Your goal - Reproduce, please, only the lines from the first line below to the line containing "position:relative; flex:1; overflow:hidden", inclusive.

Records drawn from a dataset
---

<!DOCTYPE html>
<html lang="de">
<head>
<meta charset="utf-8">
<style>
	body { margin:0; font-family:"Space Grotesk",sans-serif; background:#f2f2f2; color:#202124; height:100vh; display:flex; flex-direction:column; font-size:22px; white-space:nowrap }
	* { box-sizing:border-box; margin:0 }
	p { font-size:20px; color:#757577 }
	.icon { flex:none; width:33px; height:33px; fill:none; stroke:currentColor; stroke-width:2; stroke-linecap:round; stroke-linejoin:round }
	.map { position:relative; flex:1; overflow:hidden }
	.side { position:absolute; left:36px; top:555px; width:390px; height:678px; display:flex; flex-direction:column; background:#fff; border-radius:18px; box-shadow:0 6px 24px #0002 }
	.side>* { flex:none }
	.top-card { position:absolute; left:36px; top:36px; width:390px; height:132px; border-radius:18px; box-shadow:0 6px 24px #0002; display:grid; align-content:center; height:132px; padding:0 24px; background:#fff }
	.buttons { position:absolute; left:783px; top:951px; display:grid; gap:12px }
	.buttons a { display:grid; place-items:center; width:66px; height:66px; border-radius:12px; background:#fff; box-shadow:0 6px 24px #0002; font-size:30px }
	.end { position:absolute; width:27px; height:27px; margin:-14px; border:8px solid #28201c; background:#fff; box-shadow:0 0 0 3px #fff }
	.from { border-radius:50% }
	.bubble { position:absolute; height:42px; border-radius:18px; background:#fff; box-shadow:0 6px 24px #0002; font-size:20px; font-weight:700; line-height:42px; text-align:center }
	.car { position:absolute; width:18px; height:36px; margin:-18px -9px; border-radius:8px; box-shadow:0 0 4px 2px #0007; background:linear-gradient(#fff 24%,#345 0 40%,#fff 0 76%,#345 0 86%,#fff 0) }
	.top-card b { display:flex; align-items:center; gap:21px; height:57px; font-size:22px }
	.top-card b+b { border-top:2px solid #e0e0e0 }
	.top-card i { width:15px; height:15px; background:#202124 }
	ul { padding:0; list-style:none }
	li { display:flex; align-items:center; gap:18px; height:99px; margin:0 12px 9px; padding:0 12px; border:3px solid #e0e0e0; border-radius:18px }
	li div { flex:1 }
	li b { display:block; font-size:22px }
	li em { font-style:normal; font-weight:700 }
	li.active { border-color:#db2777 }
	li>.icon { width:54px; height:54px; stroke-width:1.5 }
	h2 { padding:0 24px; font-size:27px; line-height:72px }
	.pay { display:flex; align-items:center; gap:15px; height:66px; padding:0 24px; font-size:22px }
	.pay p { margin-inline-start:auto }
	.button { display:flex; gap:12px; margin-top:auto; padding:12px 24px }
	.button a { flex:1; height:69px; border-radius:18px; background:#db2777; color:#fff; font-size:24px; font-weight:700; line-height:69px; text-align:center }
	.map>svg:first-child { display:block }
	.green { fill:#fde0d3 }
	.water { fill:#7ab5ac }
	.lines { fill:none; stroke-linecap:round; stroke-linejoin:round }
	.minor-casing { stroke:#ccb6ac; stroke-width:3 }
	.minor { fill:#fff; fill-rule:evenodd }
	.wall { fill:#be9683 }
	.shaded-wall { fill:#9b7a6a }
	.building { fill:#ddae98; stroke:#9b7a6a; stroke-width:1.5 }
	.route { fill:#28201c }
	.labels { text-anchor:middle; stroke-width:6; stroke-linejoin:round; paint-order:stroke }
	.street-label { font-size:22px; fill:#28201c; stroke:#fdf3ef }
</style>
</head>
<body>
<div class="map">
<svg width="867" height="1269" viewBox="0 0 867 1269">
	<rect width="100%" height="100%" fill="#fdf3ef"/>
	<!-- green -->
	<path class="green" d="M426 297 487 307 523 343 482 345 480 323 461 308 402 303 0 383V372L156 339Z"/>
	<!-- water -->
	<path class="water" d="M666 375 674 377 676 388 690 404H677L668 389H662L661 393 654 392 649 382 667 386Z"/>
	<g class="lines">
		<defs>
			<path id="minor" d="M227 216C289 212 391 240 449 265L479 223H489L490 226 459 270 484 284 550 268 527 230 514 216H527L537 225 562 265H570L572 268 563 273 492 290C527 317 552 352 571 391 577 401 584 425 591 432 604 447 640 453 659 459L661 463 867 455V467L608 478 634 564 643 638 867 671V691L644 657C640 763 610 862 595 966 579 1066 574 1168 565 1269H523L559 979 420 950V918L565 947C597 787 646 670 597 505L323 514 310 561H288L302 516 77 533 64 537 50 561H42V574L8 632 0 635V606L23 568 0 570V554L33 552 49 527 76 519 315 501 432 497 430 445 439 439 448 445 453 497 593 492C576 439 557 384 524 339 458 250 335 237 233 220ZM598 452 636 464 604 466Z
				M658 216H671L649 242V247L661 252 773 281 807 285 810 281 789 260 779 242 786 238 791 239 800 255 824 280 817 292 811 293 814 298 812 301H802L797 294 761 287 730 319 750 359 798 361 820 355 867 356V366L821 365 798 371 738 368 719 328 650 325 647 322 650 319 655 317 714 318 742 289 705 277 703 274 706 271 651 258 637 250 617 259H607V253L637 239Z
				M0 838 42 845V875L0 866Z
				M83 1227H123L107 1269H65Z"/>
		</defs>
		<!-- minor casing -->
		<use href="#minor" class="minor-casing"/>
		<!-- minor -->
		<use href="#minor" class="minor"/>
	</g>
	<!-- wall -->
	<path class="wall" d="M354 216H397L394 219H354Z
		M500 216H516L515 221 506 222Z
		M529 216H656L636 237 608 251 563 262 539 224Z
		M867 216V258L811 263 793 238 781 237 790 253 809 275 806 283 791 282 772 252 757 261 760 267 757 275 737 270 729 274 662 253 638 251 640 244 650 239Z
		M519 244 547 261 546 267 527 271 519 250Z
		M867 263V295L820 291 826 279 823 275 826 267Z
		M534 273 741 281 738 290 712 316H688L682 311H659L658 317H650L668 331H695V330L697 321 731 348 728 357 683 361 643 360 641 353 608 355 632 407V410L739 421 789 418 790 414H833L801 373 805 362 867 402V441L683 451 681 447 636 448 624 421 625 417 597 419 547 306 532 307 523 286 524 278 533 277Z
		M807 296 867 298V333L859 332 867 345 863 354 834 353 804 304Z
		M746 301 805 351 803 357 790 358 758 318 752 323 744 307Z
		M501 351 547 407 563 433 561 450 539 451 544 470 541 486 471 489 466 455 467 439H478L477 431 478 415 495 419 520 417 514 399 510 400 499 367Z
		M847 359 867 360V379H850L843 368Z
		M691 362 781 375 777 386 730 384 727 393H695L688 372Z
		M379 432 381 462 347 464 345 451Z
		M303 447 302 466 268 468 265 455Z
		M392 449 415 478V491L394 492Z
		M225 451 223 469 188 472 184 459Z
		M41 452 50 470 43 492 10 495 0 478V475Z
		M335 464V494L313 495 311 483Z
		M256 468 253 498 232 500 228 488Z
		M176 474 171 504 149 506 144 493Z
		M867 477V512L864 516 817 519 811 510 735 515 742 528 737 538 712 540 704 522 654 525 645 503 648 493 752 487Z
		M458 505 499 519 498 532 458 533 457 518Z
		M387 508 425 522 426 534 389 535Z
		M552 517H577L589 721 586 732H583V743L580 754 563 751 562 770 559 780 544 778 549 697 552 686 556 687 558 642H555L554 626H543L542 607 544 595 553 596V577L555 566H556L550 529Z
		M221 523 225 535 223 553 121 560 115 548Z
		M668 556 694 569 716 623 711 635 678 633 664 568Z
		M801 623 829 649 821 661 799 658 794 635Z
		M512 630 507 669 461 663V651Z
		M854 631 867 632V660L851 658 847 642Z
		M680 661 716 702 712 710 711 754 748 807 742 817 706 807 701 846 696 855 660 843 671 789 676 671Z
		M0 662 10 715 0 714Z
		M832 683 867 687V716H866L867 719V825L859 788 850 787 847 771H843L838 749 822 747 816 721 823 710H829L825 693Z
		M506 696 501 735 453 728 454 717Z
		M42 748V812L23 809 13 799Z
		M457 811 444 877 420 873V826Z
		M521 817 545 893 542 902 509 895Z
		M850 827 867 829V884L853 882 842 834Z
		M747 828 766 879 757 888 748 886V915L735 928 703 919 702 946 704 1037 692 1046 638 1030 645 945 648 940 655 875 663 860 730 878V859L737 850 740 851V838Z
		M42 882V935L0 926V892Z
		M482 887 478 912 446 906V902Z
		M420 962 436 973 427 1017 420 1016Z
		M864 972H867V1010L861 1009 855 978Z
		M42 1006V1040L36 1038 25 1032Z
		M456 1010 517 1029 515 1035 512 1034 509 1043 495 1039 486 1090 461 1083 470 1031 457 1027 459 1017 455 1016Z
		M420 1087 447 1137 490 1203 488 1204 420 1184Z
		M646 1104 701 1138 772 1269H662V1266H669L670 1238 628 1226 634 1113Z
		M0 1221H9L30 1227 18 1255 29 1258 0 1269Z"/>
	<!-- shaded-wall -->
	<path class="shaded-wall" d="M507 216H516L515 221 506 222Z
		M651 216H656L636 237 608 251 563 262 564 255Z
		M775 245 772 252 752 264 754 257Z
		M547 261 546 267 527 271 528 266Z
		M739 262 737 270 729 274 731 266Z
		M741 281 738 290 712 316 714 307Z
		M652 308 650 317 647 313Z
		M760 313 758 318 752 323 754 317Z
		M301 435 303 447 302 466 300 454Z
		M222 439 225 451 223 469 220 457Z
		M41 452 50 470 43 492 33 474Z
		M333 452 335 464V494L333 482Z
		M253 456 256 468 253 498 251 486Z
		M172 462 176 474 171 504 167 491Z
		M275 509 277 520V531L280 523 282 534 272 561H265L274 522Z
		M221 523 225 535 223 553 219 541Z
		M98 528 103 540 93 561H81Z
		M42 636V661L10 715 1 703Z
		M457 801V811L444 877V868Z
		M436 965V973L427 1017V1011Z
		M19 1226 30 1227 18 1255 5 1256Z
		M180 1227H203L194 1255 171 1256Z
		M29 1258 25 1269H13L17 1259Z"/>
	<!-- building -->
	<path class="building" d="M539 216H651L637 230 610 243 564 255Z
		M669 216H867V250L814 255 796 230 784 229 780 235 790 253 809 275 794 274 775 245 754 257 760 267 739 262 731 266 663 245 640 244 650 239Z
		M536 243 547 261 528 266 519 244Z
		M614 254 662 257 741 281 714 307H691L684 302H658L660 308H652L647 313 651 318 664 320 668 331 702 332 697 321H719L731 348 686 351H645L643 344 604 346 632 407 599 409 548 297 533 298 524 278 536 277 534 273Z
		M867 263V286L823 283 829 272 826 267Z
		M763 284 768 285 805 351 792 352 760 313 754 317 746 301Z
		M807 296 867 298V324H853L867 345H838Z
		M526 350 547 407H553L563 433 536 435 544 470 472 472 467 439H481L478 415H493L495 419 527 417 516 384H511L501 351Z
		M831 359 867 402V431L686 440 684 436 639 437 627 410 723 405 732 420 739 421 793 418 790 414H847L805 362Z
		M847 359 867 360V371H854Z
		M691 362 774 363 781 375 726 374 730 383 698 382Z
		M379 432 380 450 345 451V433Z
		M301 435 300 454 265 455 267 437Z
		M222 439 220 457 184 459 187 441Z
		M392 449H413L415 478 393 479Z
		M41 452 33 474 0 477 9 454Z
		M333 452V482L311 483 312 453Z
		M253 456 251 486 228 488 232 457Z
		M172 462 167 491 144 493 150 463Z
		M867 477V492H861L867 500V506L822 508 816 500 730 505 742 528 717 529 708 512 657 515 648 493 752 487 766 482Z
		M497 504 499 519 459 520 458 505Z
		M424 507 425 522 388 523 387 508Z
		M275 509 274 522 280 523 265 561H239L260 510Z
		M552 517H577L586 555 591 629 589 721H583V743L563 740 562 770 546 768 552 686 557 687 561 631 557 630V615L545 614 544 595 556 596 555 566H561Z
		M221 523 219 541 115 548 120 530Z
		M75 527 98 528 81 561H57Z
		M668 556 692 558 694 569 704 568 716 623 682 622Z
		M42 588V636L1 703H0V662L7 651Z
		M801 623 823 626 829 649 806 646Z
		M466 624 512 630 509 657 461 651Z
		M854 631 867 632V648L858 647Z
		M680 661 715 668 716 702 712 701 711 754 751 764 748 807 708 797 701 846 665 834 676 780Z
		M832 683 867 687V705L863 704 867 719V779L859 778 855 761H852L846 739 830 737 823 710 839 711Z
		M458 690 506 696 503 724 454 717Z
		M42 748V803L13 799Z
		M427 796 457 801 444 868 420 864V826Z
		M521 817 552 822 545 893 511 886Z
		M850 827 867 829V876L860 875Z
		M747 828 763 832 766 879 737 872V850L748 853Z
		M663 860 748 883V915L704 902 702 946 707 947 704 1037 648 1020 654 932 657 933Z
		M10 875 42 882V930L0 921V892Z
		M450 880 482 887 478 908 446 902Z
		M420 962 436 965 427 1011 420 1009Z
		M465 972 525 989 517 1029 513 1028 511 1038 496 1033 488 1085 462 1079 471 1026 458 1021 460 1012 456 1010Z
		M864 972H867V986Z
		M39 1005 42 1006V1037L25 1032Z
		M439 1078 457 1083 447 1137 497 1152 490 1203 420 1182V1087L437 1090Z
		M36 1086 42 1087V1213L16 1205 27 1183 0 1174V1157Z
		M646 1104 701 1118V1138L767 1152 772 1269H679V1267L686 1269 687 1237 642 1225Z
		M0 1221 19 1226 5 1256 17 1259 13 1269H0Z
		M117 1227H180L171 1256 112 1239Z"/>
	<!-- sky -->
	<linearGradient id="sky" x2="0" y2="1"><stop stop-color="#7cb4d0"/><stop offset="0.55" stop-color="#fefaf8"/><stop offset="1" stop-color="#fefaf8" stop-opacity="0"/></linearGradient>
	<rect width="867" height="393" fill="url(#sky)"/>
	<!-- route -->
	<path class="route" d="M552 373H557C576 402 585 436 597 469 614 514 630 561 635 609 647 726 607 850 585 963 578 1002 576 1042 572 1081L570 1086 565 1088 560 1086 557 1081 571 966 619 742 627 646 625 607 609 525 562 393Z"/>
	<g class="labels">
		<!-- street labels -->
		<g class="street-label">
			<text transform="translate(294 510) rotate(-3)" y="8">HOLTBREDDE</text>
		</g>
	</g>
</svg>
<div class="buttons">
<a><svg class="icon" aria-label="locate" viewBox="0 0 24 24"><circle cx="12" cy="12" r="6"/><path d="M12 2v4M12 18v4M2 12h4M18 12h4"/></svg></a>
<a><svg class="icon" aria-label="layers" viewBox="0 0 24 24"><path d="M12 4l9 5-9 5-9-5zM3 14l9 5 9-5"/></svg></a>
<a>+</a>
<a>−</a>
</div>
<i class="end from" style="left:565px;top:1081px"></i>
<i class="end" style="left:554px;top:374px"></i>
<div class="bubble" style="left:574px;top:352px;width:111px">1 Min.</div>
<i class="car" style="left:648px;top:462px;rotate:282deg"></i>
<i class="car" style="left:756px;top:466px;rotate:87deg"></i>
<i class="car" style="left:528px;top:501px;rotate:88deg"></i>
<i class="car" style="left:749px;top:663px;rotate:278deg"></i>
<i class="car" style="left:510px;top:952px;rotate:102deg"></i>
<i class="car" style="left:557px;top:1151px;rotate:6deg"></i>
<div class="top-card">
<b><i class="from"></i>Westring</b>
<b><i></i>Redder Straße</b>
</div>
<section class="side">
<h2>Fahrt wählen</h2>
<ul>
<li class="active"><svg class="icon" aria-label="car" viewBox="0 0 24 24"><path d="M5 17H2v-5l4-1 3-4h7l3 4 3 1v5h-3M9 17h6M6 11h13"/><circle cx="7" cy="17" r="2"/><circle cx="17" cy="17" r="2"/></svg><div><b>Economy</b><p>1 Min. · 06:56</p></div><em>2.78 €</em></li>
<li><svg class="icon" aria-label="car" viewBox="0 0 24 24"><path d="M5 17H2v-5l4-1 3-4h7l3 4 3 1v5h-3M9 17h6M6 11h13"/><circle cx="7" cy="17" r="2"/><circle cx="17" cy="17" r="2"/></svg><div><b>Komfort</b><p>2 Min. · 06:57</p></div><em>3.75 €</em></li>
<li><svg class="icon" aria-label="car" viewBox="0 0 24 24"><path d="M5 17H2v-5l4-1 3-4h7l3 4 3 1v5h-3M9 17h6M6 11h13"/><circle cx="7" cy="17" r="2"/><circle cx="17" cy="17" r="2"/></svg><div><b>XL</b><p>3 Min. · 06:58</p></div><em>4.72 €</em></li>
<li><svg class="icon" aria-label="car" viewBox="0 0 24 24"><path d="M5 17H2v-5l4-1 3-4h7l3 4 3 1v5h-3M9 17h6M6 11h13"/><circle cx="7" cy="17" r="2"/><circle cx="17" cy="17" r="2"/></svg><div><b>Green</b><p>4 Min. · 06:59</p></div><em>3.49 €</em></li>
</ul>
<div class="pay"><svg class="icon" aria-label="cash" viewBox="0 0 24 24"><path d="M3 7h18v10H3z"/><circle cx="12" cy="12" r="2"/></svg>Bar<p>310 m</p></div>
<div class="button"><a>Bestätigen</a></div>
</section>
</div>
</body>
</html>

---

Result for this exercise -
<!DOCTYPE html>
<html lang="de">
<head>
<meta charset="utf-8">
<style>
	body { margin:0; font-family:"Space Grotesk",sans-serif; background:#f2f2f2; color:#202124; height:100vh; display:flex; flex-direction:column; font-size:22px; white-space:nowrap }
	* { box-sizing:border-box; margin:0 }
	p { font-size:20px; color:#757577 }
	.icon { flex:none; width:33px; height:33px; fill:none; stroke:currentColor; stroke-width:2; stroke-linecap:round; stroke-linejoin:round }
	.map { position:relative; flex:1; overflow:hidden }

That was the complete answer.